After $1B-plus South Florida sell-off last year, New York-based firm and subsidiary Link Logistics bought Pompano Beach complex

Blackstone’s Stephen Schwarzman and Link Logistics’ Luke Petherbridge with 2510 West Copans Road, 1901, 2001 and 2004 Northwest 25th Avenue

Blackstone and its subsidiary Link Logistics are scooping up warehouses again after selling portions of its South Florida industrial portfolio for $1 billion-plus over the past two years.

New York-based Blackstone, led by Stephen Schwarzman, and subsidiary Link Logistics, led by Luke Petherbridge, bought a Broward warehouse complex for $163.1 million, South Florida Business Journal reported

The four warehouses, spanning a combined 623,300 square feet, are at 2510 West Copans Road, as well as 1901, 2001 and 2004 Northwest 25th Avenue in Pompano Beach. Blackstone and Link paid roughly $262 per square foot. 

CBRE represented the seller, Clarion Partners, which sold the industrial site for double what it paid a decade ago. New York-based Clarion, led by David Gilbert, acquired the 37.40-acre complex for $77.2 million in 2016, records show. 

Completed between 2000 and 2002, the buildings’ tenant roster includes Lowe’s Home Centers, WorldPac, Stoneline Group and American Flooring Supplies.

The transaction marks Blackstone’s renewed investment in South Florida’s industrial market. Between 2024 and 2025, the firm sold off more than $1 billion worth of warehouses across Miami-Dade, Broward and Palm Beach counties as part of a broader portfolio sell-off. 

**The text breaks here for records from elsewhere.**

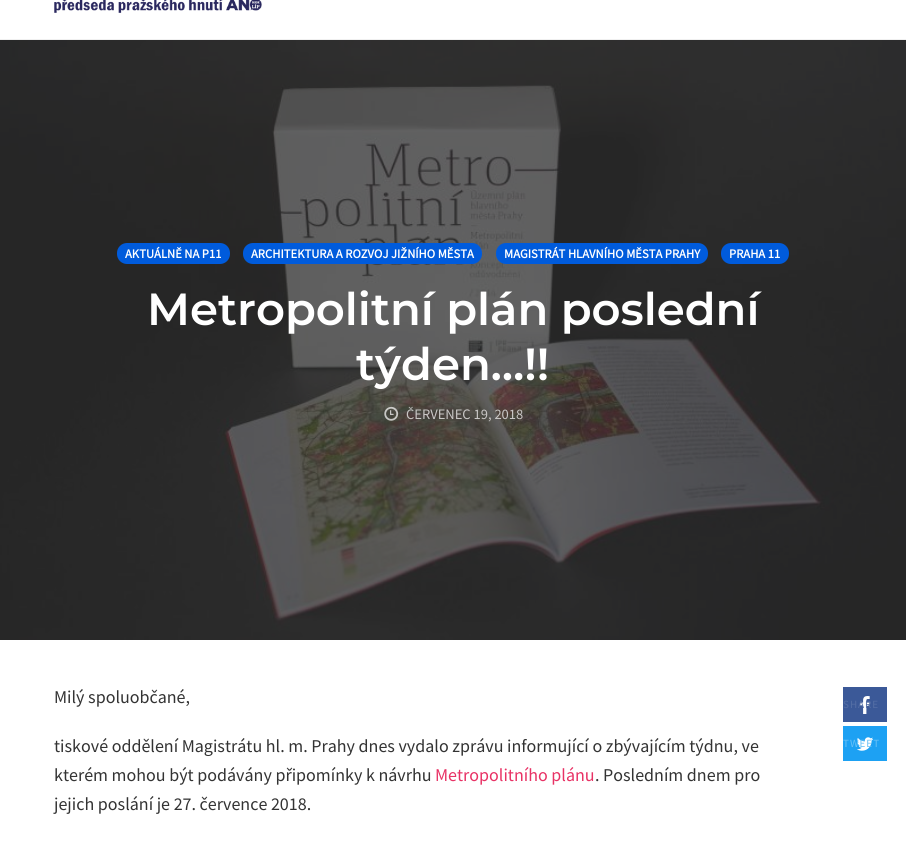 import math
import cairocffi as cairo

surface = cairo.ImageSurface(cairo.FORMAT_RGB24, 906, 854)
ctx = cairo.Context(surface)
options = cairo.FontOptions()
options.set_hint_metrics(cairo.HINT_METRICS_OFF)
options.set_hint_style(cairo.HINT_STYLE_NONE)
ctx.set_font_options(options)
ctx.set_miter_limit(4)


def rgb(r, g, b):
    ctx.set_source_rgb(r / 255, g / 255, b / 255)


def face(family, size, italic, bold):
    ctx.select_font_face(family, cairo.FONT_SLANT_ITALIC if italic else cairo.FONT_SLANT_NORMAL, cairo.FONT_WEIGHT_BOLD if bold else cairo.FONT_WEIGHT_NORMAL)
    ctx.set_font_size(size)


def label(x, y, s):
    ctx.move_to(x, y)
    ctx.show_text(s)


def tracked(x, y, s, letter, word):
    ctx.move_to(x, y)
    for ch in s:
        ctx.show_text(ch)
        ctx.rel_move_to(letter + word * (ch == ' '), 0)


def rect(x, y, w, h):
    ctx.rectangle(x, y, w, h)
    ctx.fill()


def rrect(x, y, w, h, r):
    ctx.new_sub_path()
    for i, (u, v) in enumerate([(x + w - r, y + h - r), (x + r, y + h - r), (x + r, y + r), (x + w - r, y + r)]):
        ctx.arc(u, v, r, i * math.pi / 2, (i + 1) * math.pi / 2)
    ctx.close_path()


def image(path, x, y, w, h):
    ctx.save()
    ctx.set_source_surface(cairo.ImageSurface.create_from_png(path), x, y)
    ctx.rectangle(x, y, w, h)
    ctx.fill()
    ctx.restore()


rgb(255, 255, 255)
ctx.paint()
rgb(240, 240, 240)
rect(0, 39, 906, 1)
image('image0.png', 54, 0, 208, 13)
image('image1.png', 0, 40, 906, 600)
rgb(0, 91, 220)
rrect(117, 243, 113, 21, 10)
ctx.fill()
face('Source Sans Pro', 12.6, 0, 1)
rgb(255, 255, 255)
label(125, 258, 'AKTUÁLNĚ NA P11')
rgb(0, 91, 220)
rrect(243, 243, 239, 21, 10)
ctx.fill()
rgb(255, 255, 255)
label(251, 258, 'ARCHITEKTURA A ROZVOJ JIŽNÍHO MĚSTA')
rgb(0, 91, 220)
rrect(496, 243, 212, 21, 10)
ctx.fill()
rgb(255, 255, 255)
label(504, 258, 'MAGISTRÁT HLAVNÍHO MĚSTA PRAHY')
rgb(0, 91, 220)
rrect(721, 243, 68, 21, 10)
ctx.fill()
rgb(255, 255, 255)
label(729, 258, 'PRAHA 11')
face('Montserrat SemiBold', 45, 0, 0)
label(147, 325, 'Metropolitní plán poslední')
label(356, 380, 'týden…!!')
image('image2.png', 384, 406, 15, 15)
face('Source Sans Pro', 14.5, 0, 0)
rgb(201, 199, 198)
label(406, 419, 'ČERVENEC 19, 2018')
face('Source Sans Pro', 18, 0, 0)
rgb(51, 51, 51)
label(54, 703, 'Milý spoluobčané,')
label(54, 752, 'tiskové oddělení Magistrátu hl. m. Prahy dnes vydalo zprávu informující o zbývajícím týdnu, ve')
label(54, 781, 'kterém mohou být podávány připomínky k návrhu')
rgb(232, 50, 101)
label(435, 781, 'Metropolitního plánu')
rgb(51, 51, 51)
label(595, 781, '. Posledním dnem pro')
label(54, 810, 'jejich poslání je 27. července 2018.')
rgb(59, 89, 152)
rect(843, 687, 44, 35)
image('image3.png', 860, 696, 10, 18)
face('Source Sans Pro', 11, 0, 0)
rgb(84, 110, 165)
tracked(843, 708, 'SHARE', 1, 0)
rgb(29, 161, 243)
rect(843, 726, 44, 35)
image('image4.png', 857, 737, 16, 14)
rgb(105, 193, 247)
tracked(843, 747, 'TWEET', 1, 0)
surface.write_to_png('render.png')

Four of 2025’s top industrial deals involved Blackstone and Link as sellers, including the most expensive transaction: San Francisco-based Terreno Realty’s $130.7 million purchase of Blackstone’s Royal Palm Doral industrial portfolio in Miami-Dade. Last year, Blackstone and LInk also sold South Florida industrial sites to TA Realty, Ares Management and East Capital Partners

A fourth-quarter report from Colliers pegged Broward’s industrial vacancy at 6.8 percent, up from 5.1 percent a year earlier, while average asking rents dipped marginally to $17.08 per square foot. Only about 506,000 square feet of warehouse space was under construction, less than 0.4 percent of the county’s total inventory — signaling that supply growth isn’t keeping up with demand.